## Work request
Every line containing the word "nodes" is to be copied from the data below.

## Listed entries
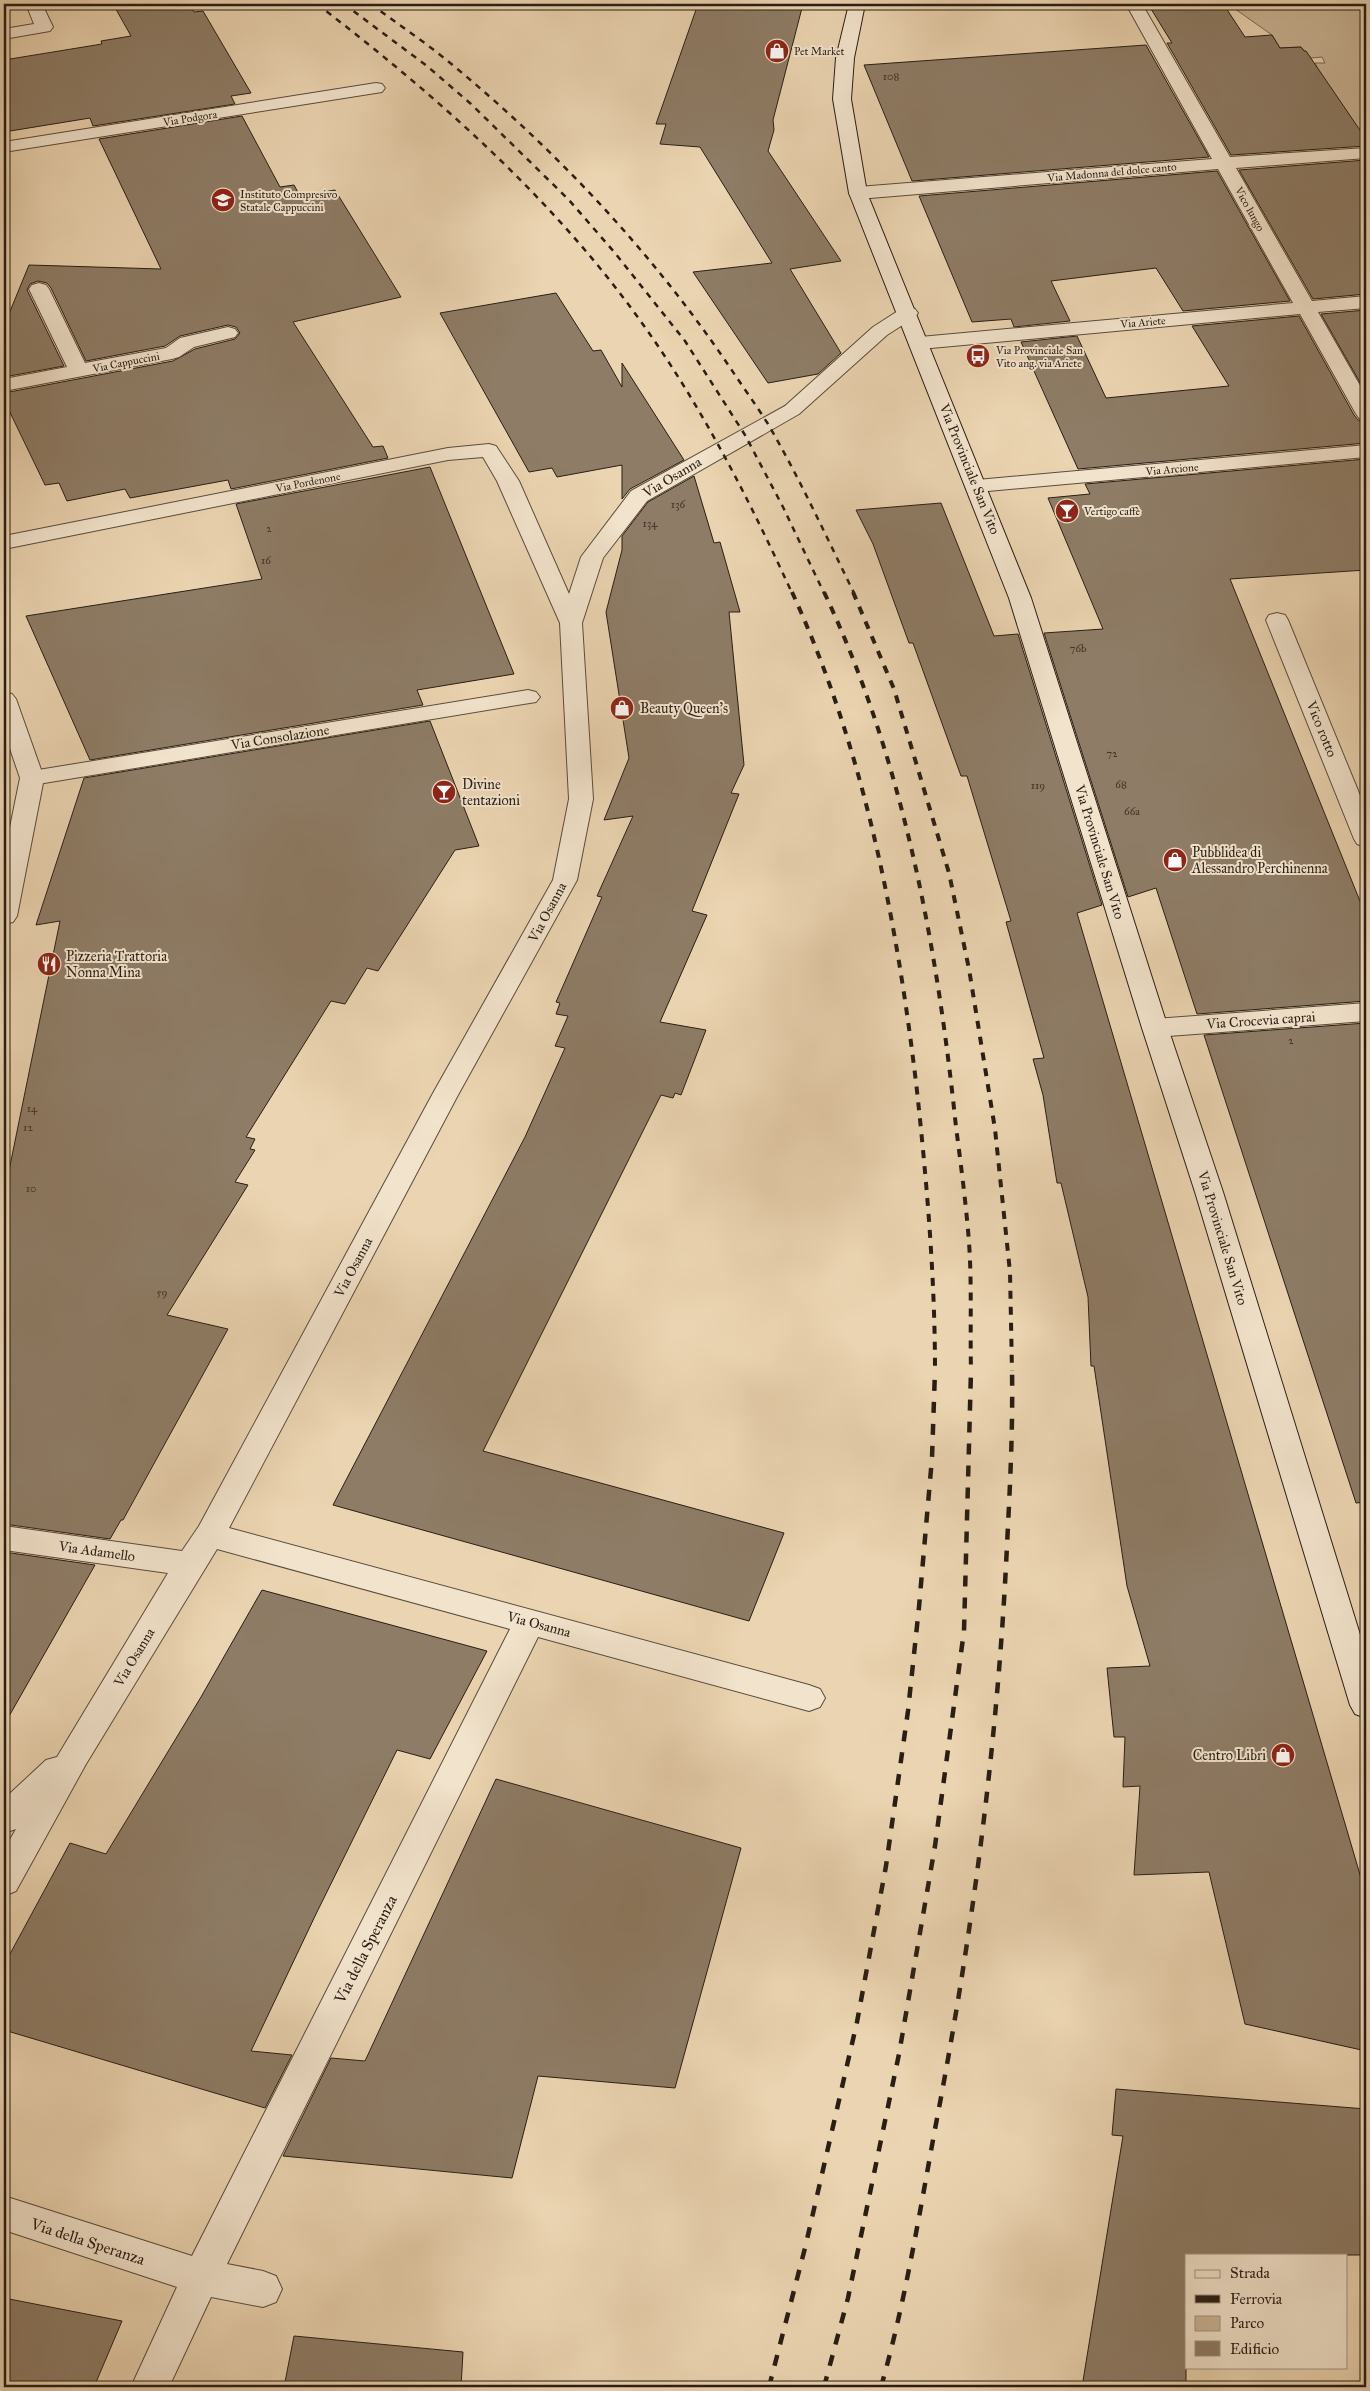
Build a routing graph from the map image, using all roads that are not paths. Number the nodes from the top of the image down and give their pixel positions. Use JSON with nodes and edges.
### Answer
{"nodes":[{"id":1,"x":34,"y":4,"type":"edge"},
{"id":2,"x":856,"y":4,"type":"edge"},
{"id":3,"x":1134,"y":4,"type":"edge"},
{"id":4,"x":4,"y":34,"type":"edge"},
{"id":5,"x":376,"y":88,"type":"dead end"},
{"id":6,"x":4,"y":147,"type":"edge"},
{"id":7,"x":1366,"y":153,"type":"edge"},
{"id":8,"x":1225,"y":163,"type":"junction"},
{"id":9,"x":858,"y":193,"type":"junction"},
{"id":10,"x":39,"y":289,"type":"dead end"},
{"id":11,"x":1366,"y":302,"type":"edge"},
{"id":12,"x":1306,"y":307,"type":"junction"},
{"id":13,"x":908,"y":313,"type":"junction"},
{"id":14,"x":228,"y":333,"type":"dead end"},
{"id":15,"x":920,"y":343,"type":"junction"},
{"id":16,"x":79,"y":371,"type":"junction"},
{"id":17,"x":4,"y":385,"type":"edge"},
{"id":18,"x":1366,"y":414,"type":"edge"},
{"id":19,"x":1366,"y":451,"type":"edge"},
{"id":20,"x":977,"y":486,"type":"junction"},
{"id":21,"x":4,"y":542,"type":"edge"},
{"id":22,"x":592,"y":557,"type":"junction"},
{"id":23,"x":544,"y":564,"type":"junction"},
{"id":24,"x":1277,"y":620,"type":"dead end"},
{"id":25,"x":570,"y":623,"type":"junction"},
{"id":26,"x":528,"y":696,"type":"dead end"},
{"id":27,"x":4,"y":699,"type":"edge"},
{"id":28,"x":32,"y":778,"type":"junction"},
{"id":29,"x":1357,"y":790,"type":"edge"},
{"id":30,"x":1366,"y":839,"type":"edge"},
{"id":31,"x":5,"y":905,"type":"edge"},
{"id":32,"x":1366,"y":1012,"type":"edge"},
{"id":33,"x":1155,"y":1028,"type":"junction"},
{"id":34,"x":210,"y":1535,"type":"junction"},
{"id":35,"x":4,"y":1538,"type":"edge"},
{"id":36,"x":190,"y":1564,"type":"junction"},
{"id":37,"x":530,"y":1621,"type":"junction"},
{"id":38,"x":809,"y":1698,"type":"dead end"},
{"id":39,"x":1366,"y":1706,"type":"edge"},
{"id":40,"x":75,"y":1754,"type":"junction"},
{"id":41,"x":4,"y":1819,"type":"edge"},
{"id":42,"x":4,"y":1880,"type":"edge"},
{"id":43,"x":4,"y":2213,"type":"edge"},
{"id":44,"x":201,"y":2278,"type":"junction"},
{"id":45,"x":263,"y":2289,"type":"dead end"},
{"id":46,"x":150,"y":2387,"type":"edge"}],
"edges":[{"from":1,"to":4,"type":"street"},
{"from":2,"to":9,"type":"street","name":"Via Provinciale San Vito"},
{"from":3,"to":8,"type":"street","name":"Vico lungo"},
{"from":5,"to":6,"type":"street","name":"Via Podgora"},
{"from":7,"to":8,"type":"street","name":"Via Madonna del dolce canto"},
{"from":8,"to":9,"type":"street","name":"Via Madonna del dolce canto"},
{"from":8,"to":12,"type":"street","name":"Vico lungo"},
{"from":9,"to":13,"type":"street","name":"Via Provinciale San Vito"},
{"from":10,"to":16,"type":"street","name":"Via Cappuccini"},
{"from":11,"to":12,"type":"street","name":"Via Ariete"},
{"from":12,"to":15,"type":"street","name":"Via Ariete"},
{"from":12,"to":18,"type":"street","name":"Vico lungo"},
{"from":13,"to":15,"type":"street","name":"Via Provinciale San Vito"},
{"from":13,"to":22,"type":"street","name":"Via Osanna"},
{"from":14,"to":16,"type":"street","name":"Via Cappuccini"},
{"from":15,"to":20,"type":"street","name":"Via Provinciale San Vito"},
{"from":16,"to":17,"type":"street","name":"Via Cappuccini"},
{"from":19,"to":20,"type":"street","name":"Via Arcione"},
{"from":20,"to":33,"type":"street","name":"Via Provinciale San Vito"},
{"from":21,"to":23,"type":"street","name":"Via Pordenone"},
{"from":22,"to":23,"type":"street"},
{"from":22,"to":25,"type":"street","name":"Via Osanna"},
{"from":23,"to":25,"type":"street","name":"Via Pordenone"},
{"from":24,"to":29,"type":"street","name":"Vico rotto"},
{"from":25,"to":34,"type":"street","name":"Via Osanna"},
{"from":26,"to":28,"type":"street","name":"Via Consolazione"},
{"from":27,"to":28,"type":"street"},
{"from":28,"to":31,"type":"street"},
{"from":29,"to":30,"type":"street","name":"Vico rotto"},
{"from":32,"to":33,"type":"street","name":"Via Crocevia caprai"},
{"from":33,"to":39,"type":"street","name":"Via Provinciale San Vito"},
{"from":34,"to":36,"type":"street","name":"Via Osanna"},
{"from":34,"to":37,"type":"street","name":"Via Osanna"},
{"from":35,"to":36,"type":"street","name":"Via Adamello"},
{"from":36,"to":40,"type":"street","name":"Via Osanna"},
{"from":37,"to":38,"type":"street","name":"Via Osanna"},
{"from":37,"to":44,"type":"street","name":"Via della Speranza"},
{"from":40,"to":41,"type":"street","name":"Via Osanna"},
{"from":40,"to":42,"type":"street","name":"Via Osanna"},
{"from":43,"to":44,"type":"street","name":"Via della Speranza"},
{"from":44,"to":45,"type":"street","name":"Via della Speranza"},
{"from":44,"to":46,"type":"street","name":"Via della Speranza"}]}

## Solution to this task
Build a routing graph from the map image, using all roads that are not paths. Number the nodes from the top of the image down and give their pixel positions. Use JSON with nodes and edges.
{"nodes":[{"id":1,"x":34,"y":4,"type":"edge"},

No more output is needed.